The most streamed track of the week, One Dance has now notched up 13 consecutive weeks at the top, the third longest consecutive Number 1 of all time, behind Wet Wet Wet's Love Is All Around (15 weeks) and fellow Canadian Bryan Adams' (Everything I Do) I Do It For You. Click here to read up on the longest consecutive and non-consecutive reigns at Number 1.

Despite being the biggest sellers of the week, Kungs vs Cookin' On 3 Burners' This Girl settles for Number 2 for the fourth week in a row, and Drake and Rihanna's Too Good holds firm at 3 for the second straight week. Calvin Harris and Rihanna's This Is What You Came For is static at 4, while Adele's Send My Love (To Your New Lover) climbs one place to a new peak of Number 5.
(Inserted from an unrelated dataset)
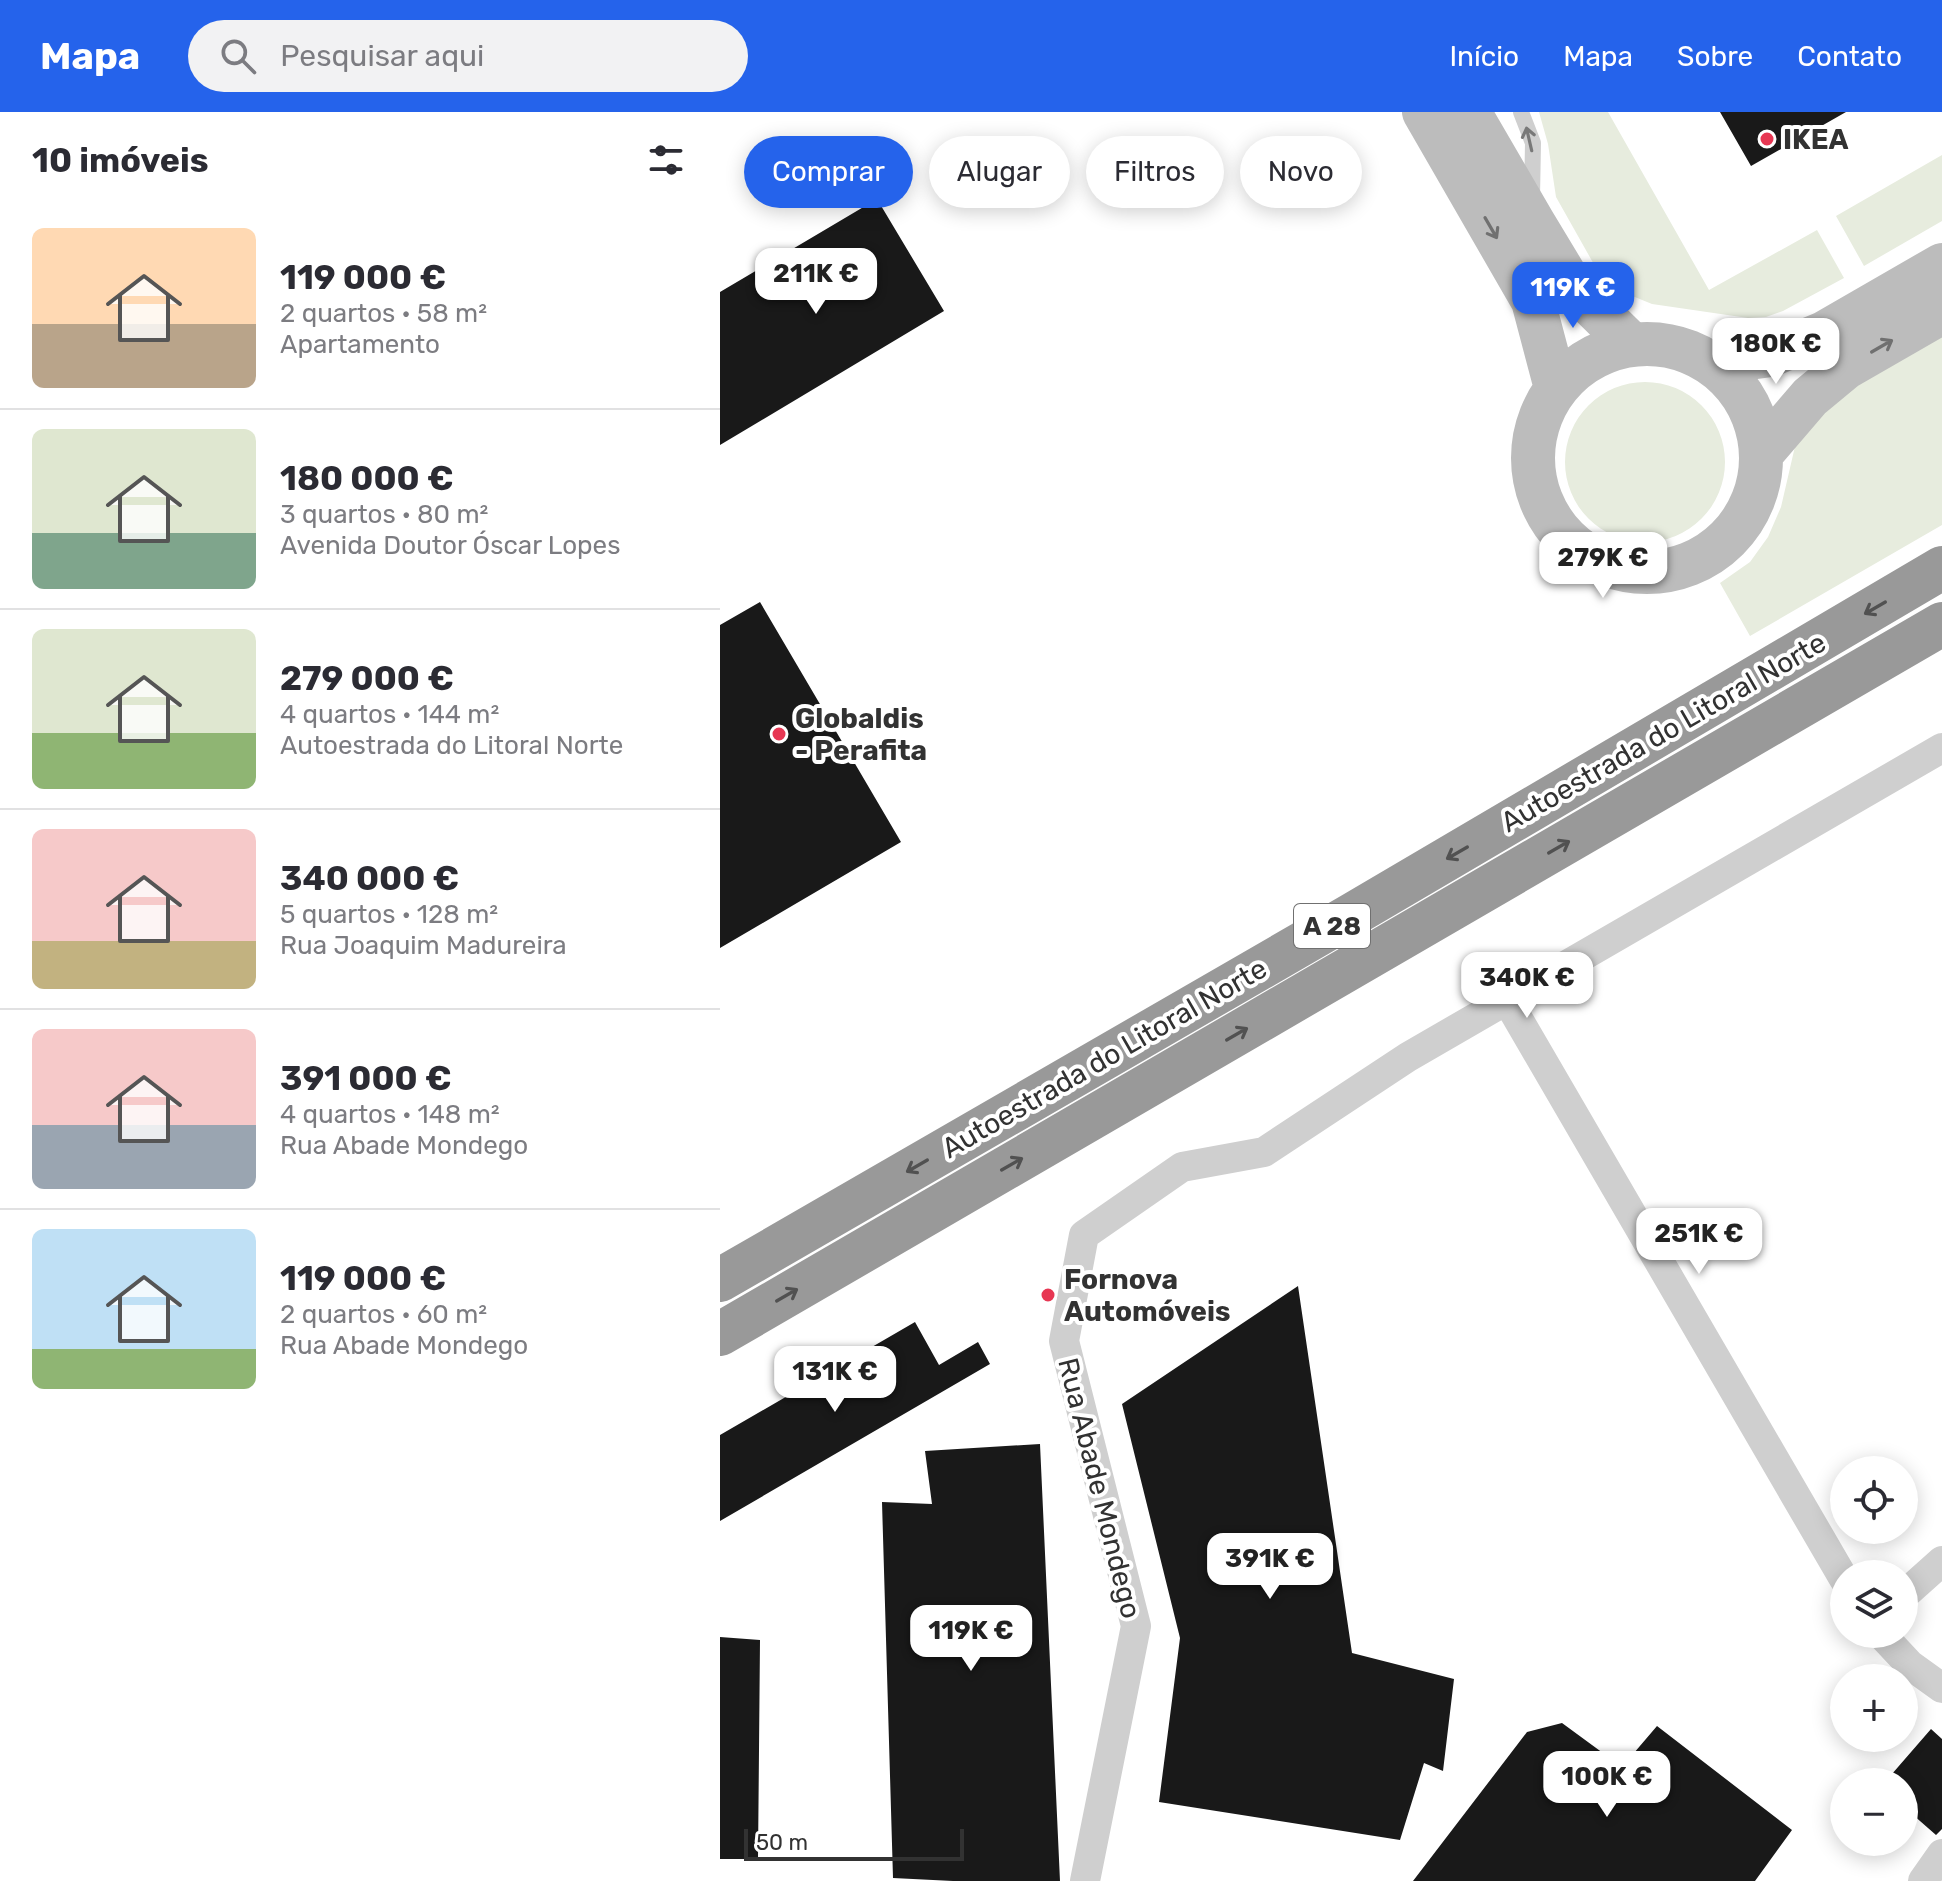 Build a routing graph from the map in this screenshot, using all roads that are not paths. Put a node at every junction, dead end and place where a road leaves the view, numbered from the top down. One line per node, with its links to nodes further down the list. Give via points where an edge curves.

MORE: View this week's Official Singles Chart Top 100 exclusively on OfficialCharts.com

New Entries and High Climbers

The Chainsmokers crash the Top 10 for the first time in their careers with their Daya collaboration Don't Let Me Down, up nine places to Number 7 and Calum Scott hits Number 10 (up two) with Dancing On My Own, his first UK Top 10 single.

Leaping 14 places to this week's Number 12 is Kent Jones with Don't Mind and also on the up is Ariana Grande; Into You ascends eight to 14, the highest charting so far from her Dangerous Woman album.

This week's highest climber is Jonas Blue with his track Perfect Strangers, which climbs 22 rungs to Number 16. Also on the rise is Shawn Mendes' latest single Treat You Better, his second Top 20 single bounces nine places to Number 20.

Finally, two new tracks enter the Top 40 for the very first time. Rihanna scoops her 45th Top 40 single with Needed Me, up three to 38. The second newbie this week is from MK & Becky Hill; Piece of Me is MK's first and Becky's second (not including her uncredited vocals on Wilkinson's Afterglow) Top 40 single.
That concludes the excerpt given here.